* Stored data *
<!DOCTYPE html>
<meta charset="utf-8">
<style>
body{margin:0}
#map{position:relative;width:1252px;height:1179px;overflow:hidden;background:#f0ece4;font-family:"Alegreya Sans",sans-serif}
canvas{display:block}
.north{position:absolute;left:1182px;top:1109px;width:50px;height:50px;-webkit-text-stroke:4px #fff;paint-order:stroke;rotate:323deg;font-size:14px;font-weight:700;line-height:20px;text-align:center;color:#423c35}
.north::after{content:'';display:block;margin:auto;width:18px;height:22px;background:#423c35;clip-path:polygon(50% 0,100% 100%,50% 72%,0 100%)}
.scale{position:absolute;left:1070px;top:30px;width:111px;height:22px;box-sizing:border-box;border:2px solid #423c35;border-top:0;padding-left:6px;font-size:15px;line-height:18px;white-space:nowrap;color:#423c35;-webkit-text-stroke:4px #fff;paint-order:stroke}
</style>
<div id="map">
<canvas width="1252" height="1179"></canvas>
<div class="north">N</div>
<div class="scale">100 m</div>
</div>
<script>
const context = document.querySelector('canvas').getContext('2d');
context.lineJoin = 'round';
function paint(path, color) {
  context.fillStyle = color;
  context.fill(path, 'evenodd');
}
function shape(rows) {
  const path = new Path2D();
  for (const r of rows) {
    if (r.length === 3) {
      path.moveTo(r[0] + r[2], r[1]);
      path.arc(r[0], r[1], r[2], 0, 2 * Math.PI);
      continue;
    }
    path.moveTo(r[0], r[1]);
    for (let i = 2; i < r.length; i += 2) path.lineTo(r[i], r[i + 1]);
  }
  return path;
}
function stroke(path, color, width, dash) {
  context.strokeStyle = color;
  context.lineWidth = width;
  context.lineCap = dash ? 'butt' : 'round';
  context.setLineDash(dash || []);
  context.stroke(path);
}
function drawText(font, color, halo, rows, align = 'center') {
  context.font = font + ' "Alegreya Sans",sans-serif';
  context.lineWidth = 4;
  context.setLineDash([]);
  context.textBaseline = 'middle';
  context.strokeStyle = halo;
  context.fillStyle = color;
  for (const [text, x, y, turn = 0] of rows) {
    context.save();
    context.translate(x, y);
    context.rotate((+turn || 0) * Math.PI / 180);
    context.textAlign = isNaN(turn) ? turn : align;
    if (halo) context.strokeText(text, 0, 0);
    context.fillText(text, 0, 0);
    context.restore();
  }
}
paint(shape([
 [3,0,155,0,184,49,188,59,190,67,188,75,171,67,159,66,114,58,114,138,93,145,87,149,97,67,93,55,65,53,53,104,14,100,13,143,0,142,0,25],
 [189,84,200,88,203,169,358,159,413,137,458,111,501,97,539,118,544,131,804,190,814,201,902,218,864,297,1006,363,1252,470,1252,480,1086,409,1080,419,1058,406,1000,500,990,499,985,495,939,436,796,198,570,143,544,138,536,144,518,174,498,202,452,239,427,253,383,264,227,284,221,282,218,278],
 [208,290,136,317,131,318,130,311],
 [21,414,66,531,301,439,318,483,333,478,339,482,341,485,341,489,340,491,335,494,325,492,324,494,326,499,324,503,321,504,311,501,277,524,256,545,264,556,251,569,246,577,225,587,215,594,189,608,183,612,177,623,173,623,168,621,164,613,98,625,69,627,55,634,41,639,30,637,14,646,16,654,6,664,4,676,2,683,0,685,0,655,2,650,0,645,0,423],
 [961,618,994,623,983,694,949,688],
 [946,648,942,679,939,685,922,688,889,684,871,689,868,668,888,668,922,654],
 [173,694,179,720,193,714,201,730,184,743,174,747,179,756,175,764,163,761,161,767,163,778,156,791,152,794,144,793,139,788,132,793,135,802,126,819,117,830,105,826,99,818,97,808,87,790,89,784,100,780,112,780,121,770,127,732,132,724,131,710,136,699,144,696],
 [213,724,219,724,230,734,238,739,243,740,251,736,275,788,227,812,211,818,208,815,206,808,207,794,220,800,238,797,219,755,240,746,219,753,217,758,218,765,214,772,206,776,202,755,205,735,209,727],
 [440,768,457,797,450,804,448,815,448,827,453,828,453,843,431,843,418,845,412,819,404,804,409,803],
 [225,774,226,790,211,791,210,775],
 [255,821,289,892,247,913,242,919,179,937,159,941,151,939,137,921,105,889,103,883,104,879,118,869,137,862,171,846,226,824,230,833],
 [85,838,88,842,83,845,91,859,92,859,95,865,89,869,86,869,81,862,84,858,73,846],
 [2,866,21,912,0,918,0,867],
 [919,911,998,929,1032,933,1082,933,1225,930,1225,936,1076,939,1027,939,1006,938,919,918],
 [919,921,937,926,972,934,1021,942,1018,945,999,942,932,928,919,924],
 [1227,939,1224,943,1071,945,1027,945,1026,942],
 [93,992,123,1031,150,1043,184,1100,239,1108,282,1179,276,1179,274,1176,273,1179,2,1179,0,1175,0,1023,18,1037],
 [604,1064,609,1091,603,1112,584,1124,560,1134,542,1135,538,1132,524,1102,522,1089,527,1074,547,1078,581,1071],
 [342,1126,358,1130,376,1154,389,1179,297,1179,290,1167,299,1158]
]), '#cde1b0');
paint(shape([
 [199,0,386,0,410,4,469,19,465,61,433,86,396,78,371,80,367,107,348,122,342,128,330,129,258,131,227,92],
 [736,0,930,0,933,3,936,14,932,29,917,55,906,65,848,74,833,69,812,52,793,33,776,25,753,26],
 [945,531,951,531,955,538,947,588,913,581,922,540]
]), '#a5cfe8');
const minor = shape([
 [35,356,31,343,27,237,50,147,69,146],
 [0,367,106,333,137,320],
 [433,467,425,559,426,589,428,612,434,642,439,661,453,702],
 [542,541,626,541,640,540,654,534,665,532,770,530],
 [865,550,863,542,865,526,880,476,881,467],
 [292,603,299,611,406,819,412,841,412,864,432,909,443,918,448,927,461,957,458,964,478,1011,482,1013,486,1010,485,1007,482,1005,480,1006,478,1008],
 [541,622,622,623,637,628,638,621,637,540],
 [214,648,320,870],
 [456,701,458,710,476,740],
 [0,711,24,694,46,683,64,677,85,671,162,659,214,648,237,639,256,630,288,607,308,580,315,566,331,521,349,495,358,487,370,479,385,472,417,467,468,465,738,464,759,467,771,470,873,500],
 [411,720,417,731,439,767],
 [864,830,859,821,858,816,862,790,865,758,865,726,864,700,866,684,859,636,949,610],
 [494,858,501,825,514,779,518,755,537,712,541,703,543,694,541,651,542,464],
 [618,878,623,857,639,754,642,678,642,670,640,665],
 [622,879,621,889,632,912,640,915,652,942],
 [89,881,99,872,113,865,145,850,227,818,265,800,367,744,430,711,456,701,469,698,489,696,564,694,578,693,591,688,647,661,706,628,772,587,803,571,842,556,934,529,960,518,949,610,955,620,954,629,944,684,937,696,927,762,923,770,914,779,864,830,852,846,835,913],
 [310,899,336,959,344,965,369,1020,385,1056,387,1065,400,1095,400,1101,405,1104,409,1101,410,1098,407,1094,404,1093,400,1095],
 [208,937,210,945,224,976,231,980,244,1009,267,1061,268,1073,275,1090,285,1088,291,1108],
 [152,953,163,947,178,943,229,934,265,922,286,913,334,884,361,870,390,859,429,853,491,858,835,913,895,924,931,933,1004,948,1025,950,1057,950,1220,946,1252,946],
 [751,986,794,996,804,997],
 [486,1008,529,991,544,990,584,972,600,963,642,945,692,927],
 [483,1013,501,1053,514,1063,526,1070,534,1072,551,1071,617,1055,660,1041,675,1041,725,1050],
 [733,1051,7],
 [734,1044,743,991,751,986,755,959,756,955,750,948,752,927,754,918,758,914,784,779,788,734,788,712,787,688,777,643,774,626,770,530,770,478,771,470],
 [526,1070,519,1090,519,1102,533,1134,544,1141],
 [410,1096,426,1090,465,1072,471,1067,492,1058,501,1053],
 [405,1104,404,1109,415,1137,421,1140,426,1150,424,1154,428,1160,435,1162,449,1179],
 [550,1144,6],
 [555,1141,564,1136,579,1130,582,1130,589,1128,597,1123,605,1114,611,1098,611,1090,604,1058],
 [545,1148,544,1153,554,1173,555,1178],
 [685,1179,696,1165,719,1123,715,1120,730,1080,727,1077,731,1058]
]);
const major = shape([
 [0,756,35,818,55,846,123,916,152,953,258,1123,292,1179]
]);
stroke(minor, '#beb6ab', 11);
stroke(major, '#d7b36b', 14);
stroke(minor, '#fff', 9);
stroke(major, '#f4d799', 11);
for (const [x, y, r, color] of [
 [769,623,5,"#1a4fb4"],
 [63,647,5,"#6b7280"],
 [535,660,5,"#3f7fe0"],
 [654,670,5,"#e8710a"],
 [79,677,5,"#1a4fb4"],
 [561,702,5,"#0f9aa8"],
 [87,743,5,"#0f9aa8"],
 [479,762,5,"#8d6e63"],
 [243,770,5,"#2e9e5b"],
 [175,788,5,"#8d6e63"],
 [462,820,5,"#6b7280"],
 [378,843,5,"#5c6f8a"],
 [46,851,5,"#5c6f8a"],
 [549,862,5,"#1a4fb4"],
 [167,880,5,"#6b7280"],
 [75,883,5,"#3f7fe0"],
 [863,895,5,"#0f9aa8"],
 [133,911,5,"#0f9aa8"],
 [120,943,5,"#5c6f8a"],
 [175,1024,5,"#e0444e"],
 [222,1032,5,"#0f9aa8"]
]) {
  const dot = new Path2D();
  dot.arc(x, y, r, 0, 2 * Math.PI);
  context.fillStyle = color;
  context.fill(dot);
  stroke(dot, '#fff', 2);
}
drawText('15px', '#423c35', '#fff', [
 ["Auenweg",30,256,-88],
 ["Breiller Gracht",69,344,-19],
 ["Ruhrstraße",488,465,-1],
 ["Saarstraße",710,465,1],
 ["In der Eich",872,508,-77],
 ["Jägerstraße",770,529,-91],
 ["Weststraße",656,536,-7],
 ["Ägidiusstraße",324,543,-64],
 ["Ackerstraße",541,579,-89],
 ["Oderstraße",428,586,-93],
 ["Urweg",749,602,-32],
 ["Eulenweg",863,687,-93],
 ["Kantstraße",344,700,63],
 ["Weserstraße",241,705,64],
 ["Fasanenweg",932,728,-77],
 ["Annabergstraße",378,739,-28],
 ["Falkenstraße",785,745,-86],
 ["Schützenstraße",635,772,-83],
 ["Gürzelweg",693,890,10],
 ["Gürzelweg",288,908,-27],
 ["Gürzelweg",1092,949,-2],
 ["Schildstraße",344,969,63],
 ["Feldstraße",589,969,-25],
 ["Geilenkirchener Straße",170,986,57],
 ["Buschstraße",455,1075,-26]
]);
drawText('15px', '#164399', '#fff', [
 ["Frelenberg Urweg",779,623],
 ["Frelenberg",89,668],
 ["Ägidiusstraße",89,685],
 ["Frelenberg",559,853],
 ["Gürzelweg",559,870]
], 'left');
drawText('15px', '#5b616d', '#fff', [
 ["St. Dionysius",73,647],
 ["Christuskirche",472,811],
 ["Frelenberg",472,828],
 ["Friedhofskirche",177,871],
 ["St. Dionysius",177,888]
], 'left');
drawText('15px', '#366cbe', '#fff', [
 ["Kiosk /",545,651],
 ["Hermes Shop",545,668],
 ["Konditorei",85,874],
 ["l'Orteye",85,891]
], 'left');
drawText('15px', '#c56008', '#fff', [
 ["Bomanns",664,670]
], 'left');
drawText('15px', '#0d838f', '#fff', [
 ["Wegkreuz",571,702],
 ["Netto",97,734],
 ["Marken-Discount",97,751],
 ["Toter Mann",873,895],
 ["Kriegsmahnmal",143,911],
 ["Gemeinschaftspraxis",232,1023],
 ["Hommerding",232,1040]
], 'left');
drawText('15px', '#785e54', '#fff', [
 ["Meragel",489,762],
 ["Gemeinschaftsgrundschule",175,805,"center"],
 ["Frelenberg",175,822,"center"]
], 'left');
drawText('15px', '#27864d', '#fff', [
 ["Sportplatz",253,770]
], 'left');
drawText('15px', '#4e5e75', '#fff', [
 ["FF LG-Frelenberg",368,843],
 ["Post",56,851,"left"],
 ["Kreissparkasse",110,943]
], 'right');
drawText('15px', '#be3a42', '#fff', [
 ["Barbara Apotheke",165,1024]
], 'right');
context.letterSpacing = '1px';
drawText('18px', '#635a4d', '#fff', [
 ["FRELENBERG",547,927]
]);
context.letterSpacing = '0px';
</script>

* Task objective *
Scan the data for lines with the word "strokeStyle". Report only how many there are.

* Response *
2